Было ранее утро, солнце только выглянуло из-за горизонта, но ферма уже проснулась. Со стороны ворот доносились голоса батраков, в загоне хрюкали свиньи, в ангаре приглушенно гудела динамо-машина.
Ветошью Борис тщательно вытер испачканные машинным маслом руки. Он был чем-то озабочен — губы поджаты, глаза прищурены.
— Прямо сейчас. И Мику с собой возьмешь.
— Еще и Мику! Его-то зачем?
Девятилетний брат был существом бодрым и энергичным. Провести с ним целый день в тесной кабине трехколесной мотоциклетки — не слишком приятная перспектива.
— Как мы там поместимся? Мика уже здоровый…
Борис с удивлением взглянул на старшего сына, бросил грязную тряпку в ящик для мусора и пояснил:
— Я же сказал: «Панч» в порядке, я починил. Поедешь в нем. Назар говорил, ты не хуже меня научился управлять.
— «Панч»?! — обомлел Туран. — Научился, да! Назар не соврал! Но ты… разве тебе машина не нужна?
«Панчем» называли бронированный крытый грузовик, самый мощный из тех, которыми владел Борис Джай-Кан. Он был хозяином крупной фермы и до сих пор не разрешал Турану самому ездить на «Панче», только вдвоем с ним или с механиком Назаром.
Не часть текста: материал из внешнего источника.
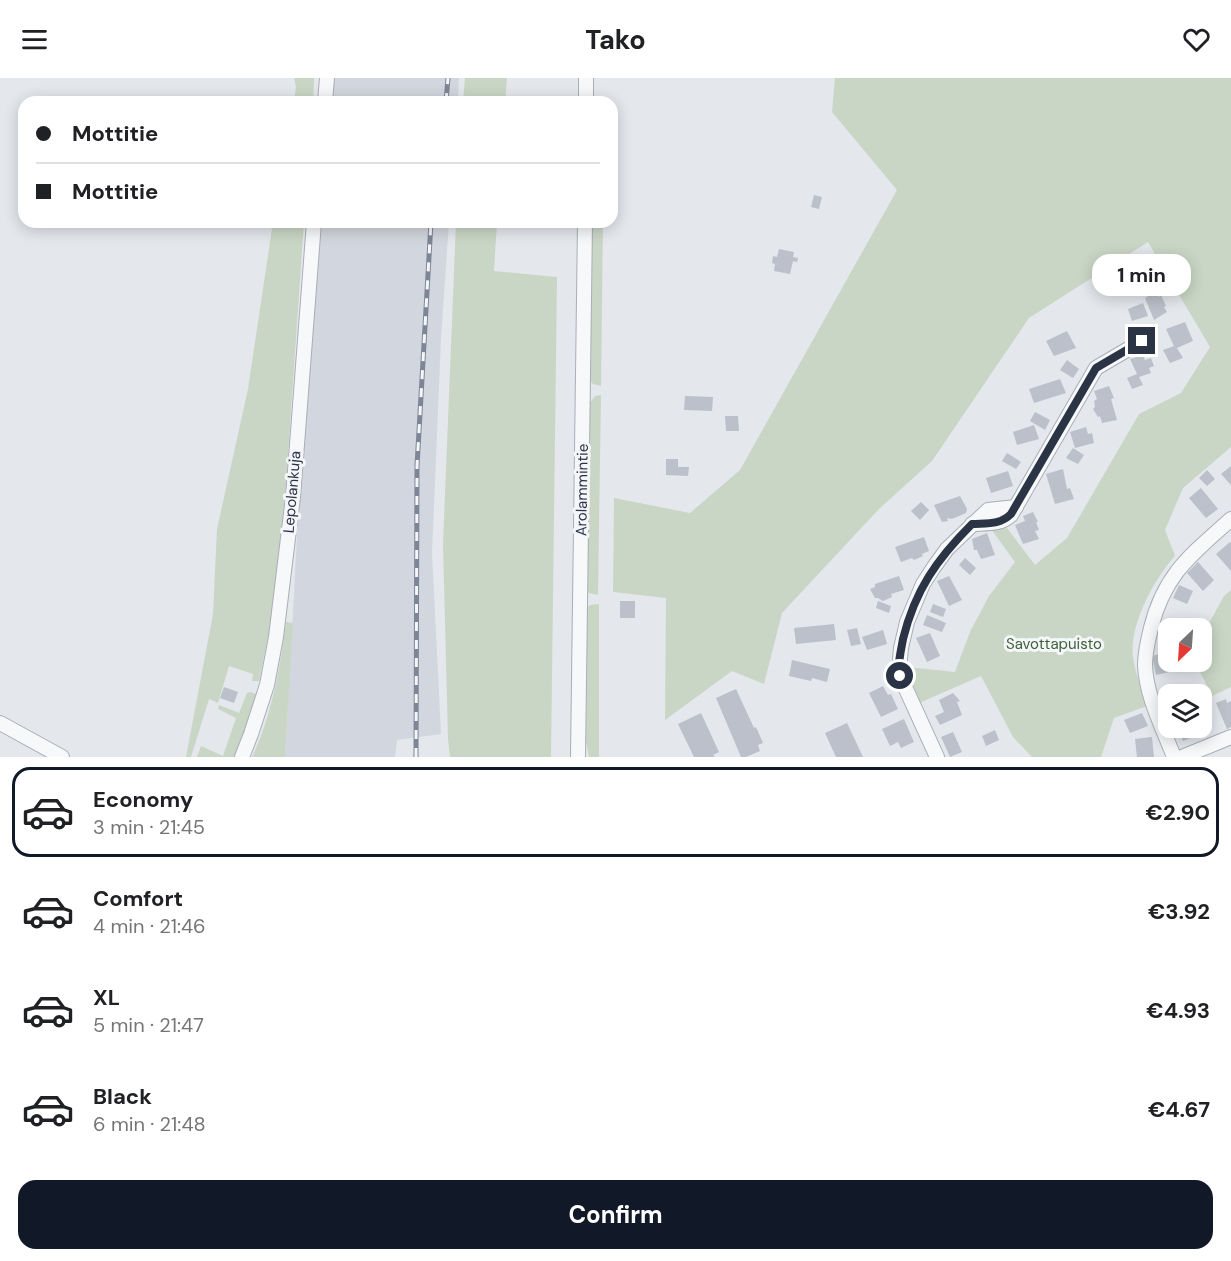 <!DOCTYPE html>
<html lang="en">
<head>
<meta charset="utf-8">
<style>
	:root { --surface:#fff; --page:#f6f6f6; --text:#202124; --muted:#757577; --line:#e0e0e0; --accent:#111827 }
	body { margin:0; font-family:"DM Sans",sans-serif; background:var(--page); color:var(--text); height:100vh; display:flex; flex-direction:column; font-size:22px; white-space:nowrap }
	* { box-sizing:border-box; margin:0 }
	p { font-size:20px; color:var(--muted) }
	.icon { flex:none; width:33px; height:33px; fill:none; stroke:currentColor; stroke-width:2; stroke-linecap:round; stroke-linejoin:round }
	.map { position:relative; height:679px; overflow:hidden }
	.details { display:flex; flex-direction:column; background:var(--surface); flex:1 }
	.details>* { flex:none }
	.guide { position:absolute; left:18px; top:18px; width:600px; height:132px; border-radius:18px; box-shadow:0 3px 15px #0003; display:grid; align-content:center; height:132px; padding:0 18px; background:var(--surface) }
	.needle { width:39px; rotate:205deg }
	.controls { position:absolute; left:1158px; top:540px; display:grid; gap:12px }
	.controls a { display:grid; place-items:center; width:54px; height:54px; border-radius:12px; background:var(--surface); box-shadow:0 3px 15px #0003; font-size:30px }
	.end { position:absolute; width:27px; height:27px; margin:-14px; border:8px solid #2b3445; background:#fff; box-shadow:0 0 0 3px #fff }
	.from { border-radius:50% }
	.bubble { position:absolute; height:42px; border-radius:18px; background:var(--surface); box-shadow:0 3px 15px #0003; font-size:20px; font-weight:700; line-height:42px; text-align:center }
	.guide b { display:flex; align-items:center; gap:21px; height:57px; font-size:22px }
	.guide b+b { border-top:2px solid var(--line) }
	.guide i { width:15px; height:15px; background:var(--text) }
	ul { padding:10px 0 0; list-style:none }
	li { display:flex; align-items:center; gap:18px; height:90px; margin:0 12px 9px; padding:0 6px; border:3px solid transparent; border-radius:18px }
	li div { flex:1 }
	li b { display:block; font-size:22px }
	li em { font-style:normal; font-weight:700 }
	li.on { border-color:var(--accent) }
	li>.icon { width:54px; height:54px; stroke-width:1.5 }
	.button { display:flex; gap:12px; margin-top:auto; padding:12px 18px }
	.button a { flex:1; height:69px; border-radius:18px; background:var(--accent); color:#fff; font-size:24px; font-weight:700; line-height:69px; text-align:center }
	header { display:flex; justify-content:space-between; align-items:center; height:78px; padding:0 18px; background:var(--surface); font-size:27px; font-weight:700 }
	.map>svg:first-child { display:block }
	.built { fill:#d2d6de }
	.green { fill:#c9d6c5 }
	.building { fill:#bbc0ca }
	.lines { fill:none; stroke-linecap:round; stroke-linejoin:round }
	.minor-casing { stroke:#a9aeb7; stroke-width:16 }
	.minor { stroke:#f7f8fa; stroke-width:14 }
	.rail-casing { stroke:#7d8696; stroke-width:5 }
	.rail { stroke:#f4f6f9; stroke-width:3; stroke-dasharray:9; stroke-linecap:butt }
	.route { stroke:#2b3445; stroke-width:8 }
	.labels { text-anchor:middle; stroke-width:6; stroke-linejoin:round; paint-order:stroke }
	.street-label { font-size:15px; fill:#2b3445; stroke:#f4f6f9 }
	.park-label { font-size:15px; fill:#3f6138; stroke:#f4f6f9 }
</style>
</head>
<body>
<header><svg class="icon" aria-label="menu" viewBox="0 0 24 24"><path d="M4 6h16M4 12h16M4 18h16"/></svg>Tako<svg class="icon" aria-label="heart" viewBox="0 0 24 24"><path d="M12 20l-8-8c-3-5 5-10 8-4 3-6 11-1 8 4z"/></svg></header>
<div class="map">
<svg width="1231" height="679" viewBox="0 0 1231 679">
	<rect width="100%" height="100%" fill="#e4e7ec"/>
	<g class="built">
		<path d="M335 0H459L458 24H330Z"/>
		<path d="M318 144H449L441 260 432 475 441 656 397 662 395 679H285L302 368Z"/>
	</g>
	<g class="green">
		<path d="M294 0H314L313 24H294L296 9Z"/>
		<path d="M465 0H507L505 24H463Z"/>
		<path d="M835 0H1231V369L1183 410 1165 452 1175 478C1154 501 1129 547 1133 579 1135 595 1142 612 1147 628L1114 640 1101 679H1032L1013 659 981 598 919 625 907 589 955 594 970 554 989 518 1015 484 991 451 1007 450 1035 487 1067 460 1139 336 1181 315 1210 269 1148 164 1029 240 932 383 879 431 782 535 764 606 732 593 665 642 666 520 613 514 614 420 690 435 740 392 897 112 832 34Z"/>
		<path d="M273 144H304L285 420 272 539 259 603H252L253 596 229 588 218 625 209 621 191 679H186L213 536 217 451 248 311Z"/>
		<path d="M456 144H497L494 193 557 199 551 679H450L448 661 443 466Z"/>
		<path d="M590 144H603L601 308 593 306 589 301Z"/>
		<path d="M601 317 598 517 589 515 587 512 589 326 595 318Z"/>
		<path d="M1231 512V609L1212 618 1195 584H1202V558L1224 518Z"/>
		<path d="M599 526V679H589L586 663 587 530 590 527Z"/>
		<path d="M286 544 293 545 285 679H252C272 637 280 590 286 544Z"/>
		<path d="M250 614 257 616 250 642 236 679H197L201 668 223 678 236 640 218 631 219 627 239 635 247 615Z"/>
	</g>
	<g class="building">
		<path d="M814 117 822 119 819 131 811 129Z"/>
		<path d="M779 171 794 174 793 179 798 180 797 184 793 183 790 196 774 193 775 186 772 185 773 178 777 179Z"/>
		<path d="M1155 214 1159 219 1161 217 1166 228 1164 229 1167 234 1154 242 1145 220Z"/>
		<path d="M1143 225 1148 238 1132 243 1128 231Z"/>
		<path d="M1185 244 1193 263 1177 270 1183 280 1170 285 1163 272 1174 268 1166 251Z"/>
		<path d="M1067 253 1076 270 1054 278 1046 263Z"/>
		<path d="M1143 277 1145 282 1151 280 1154 288 1149 290 1151 295 1139 299 1143 307 1132 311 1127 300 1137 296 1130 281Z"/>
		<path d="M1067 282 1079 291 1073 300 1060 292Z"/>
		<path d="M1060 301 1066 315 1034 325 1029 311Z"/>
		<path d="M1109 308 1114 320 1111 321 1117 342 1102 345 1100 338 1098 339 1093 331 1095 329 1094 323 1097 321 1094 313Z"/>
		<path d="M685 318 713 319 712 333 684 332Z"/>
		<path d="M1035 334 1050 342 1045 352 1030 343Z"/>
		<path d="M725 338H738L739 353H726Z"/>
		<path d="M1034 347 1039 361 1017 367 1013 354Z"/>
		<path d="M1086 349 1088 356 1092 355 1094 365 1075 370 1070 354Z"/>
		<path d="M1073 370 1084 377 1078 386 1066 380Z"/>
		<path d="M1007 375 1021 384 1016 391 1002 383Z"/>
		<path d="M666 381H678V389H689L688 398 666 397Z"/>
		<path d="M1231 388V407L1221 396Z"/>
		<path d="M1063 391 1067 411 1070 410 1074 421 1055 426 1046 396Z"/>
		<path d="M1207 392 1215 401 1207 408 1199 400Z"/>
		<path d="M1008 393 1013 408 991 415 986 400Z"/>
		<path d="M1201 410 1218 431 1206 440 1189 420Z"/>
		<path d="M960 418 967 431 966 435 952 441 947 440 948 443 942 444 934 427Z"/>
		<path d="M921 424 929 432 920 442 911 433Z"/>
		<path d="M1033 434 1038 444H1036L1039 452 1035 453 1039 461 1023 466 1015 447 1025 443 1023 438Z"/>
		<path d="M987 455 995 477 981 481 977 472H974L972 461Z"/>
		<path d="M924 459 929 473 922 476 923 478 914 482 912 480 901 484 895 469Z"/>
		<path d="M1230 464 1231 465V493L1216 476Z"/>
		<path d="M965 480 976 490 970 497 959 487Z"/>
		<path d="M1198 484 1214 502 1203 513 1187 495Z"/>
		<path d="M899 498 904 512 891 516 892 519 883 523 878 520H875L870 511 875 509V506Z"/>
		<path d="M949 498 962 522 949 528 937 503Z"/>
		<path d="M1179 507 1193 513 1187 526 1173 520Z"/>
		<rect x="620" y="523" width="15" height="17"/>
		<path d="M878 523 891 528 889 535 876 530Z"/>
		<path d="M933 526 946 531 943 539 930 534Z"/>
		<path d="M927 537 946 545 942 554 923 547Z"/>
		<path d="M834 546 836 562 796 566 794 550Z"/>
		<path d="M857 550 861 566 851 568 847 552Z"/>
		<path d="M883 552 887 566 867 572 862 559Z"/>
		<path d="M930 555 940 578 927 584 916 560Z"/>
		<path d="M1168 574V584H1181L1183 591 1156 597 1152 578Z"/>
		<path d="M792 582 830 591 827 604 812 600 811 603 789 598Z"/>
		<path d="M883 608 888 617 891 616 898 631 881 639 869 615Z"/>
		<path d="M224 609 238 614 234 625 220 620Z"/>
		<path d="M736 611 754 650 756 649 763 665 758 667 760 673 746 679H741L716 620Z"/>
		<path d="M953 615 960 623 957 624 962 637 940 647 935 638 944 634 939 622Z"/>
		<path d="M1226 621 1227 625 1231 623V649L1227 651 1216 625Z"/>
		<path d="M701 635 719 674 713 677 715 679H694L678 646Z"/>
		<path d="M1142 635 1148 648 1130 655 1124 642Z"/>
		<path d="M904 641 914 664 901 670 898 664 890 668 882 651Z"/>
		<path d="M1202 642 1206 653 1183 663 1177 650H1202Z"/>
		<path d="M847 645 863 679H836L825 655Z"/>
		<path d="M995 652 999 662 986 668 982 658Z"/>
		<path d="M953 654 962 674 950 679 941 659Z"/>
		<path d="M1152 659 1154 679H1137L1135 661Z"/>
	</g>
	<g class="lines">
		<g class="minor-casing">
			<g id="minor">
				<path d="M325 24 327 0"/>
				<path d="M586 24V0"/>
				<path d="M972 446C987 445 1000 447 1011 437L1096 290 1142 263"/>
				<path d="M0 645 62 679"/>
				<path d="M242 679 251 656 267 607 276 559 293 419 314 144"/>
				<path d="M578 679 585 144"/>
				<path d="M937 679 900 598 899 592 901 570 907 544 923 506 934 489 947 471 988 432 1016 429"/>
				<path d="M1174 679C1163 650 1146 618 1145 587 1145 575 1148 562 1151 550 1164 496 1192 476 1231 441"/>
				<path d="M1182 679 1231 659"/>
			</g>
		</g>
		<use href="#minor" class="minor"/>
		<g class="rail-casing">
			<g id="rail">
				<path d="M446 24 448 0"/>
				<path d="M416 679 417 388 431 144"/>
			</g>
		</g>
		<use href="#rail" class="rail"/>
	</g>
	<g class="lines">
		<path class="route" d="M900 598C897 586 901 573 903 561 915 512 937 481 972 446 987 445 1000 447 1011 436L1096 290 1142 263"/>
	</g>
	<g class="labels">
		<g class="street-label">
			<text transform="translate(582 412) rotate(-89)" y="5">Arolammintie</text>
			<text transform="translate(292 414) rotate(-85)" y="5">Lepolankuja</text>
		</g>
		<g class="park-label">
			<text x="1054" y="571">Savottapuisto</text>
		</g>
	</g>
</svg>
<div class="controls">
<a><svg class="needle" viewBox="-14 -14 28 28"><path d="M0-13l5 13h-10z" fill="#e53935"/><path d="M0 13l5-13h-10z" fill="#757577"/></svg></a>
<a><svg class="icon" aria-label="layers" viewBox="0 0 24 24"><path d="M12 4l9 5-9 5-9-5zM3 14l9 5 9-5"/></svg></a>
</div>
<i class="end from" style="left:900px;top:598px"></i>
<i class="end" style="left:1142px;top:263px"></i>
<div class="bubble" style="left:1092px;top:176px;width:99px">1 min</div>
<div class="guide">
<b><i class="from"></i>Mottitie</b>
<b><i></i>Mottitie</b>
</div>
</div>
<section class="details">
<ul>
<li class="on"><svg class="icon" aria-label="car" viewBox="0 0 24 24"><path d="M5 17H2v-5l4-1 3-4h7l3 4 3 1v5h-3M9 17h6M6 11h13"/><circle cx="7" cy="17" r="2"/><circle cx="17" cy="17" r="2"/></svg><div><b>Economy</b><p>3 min · 21:45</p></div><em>€2.90</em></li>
<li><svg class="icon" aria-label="car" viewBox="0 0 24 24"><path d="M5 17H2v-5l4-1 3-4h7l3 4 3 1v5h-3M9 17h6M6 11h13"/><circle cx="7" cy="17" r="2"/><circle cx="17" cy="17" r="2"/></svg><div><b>Comfort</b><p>4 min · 21:46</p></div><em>€3.92</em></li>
<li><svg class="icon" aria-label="car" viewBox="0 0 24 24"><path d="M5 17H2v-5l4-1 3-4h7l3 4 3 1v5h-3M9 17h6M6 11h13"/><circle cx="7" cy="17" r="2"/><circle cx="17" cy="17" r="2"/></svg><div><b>XL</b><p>5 min · 21:47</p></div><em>€4.93</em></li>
<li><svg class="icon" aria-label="car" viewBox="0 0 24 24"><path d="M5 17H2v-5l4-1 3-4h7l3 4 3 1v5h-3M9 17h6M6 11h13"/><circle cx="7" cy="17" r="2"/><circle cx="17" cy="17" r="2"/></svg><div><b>Black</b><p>6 min · 21:48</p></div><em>€4.67</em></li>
</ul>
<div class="button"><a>Confirm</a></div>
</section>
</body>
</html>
— Но почему на «Панче»? — спросил Туран и тут же добавил, испугавшись, что отец передумает: — Нет, я не против, конечно. Но…
Разговаривая с Борисом, он заметил, что тот немного медлит, прежде чем отвечать, будто отцу требовалось больше времени, чем обычно, чтобы подобрать нужные слова. Заметил — но не придал этому значения.
Взявшись за створку ворот, фермер сказал:
— Дороги сейчас опасные. В этом сезоне холмовейники часто воюют, можешь наткнуться на матку ползунов. Помоги открыть.
Отец и сын навалились на тяжелые скрипучие ворота.
— Продукты для Знахарки в кузове, — добавил Борис. — Старику патроны, ну и другое. В кузов лучше вообще не суйся, пока на место не приедешь, понял? Штуцер в башне заряжен. В ящике под сидением шашки лежат. Если что — пуганешь волков.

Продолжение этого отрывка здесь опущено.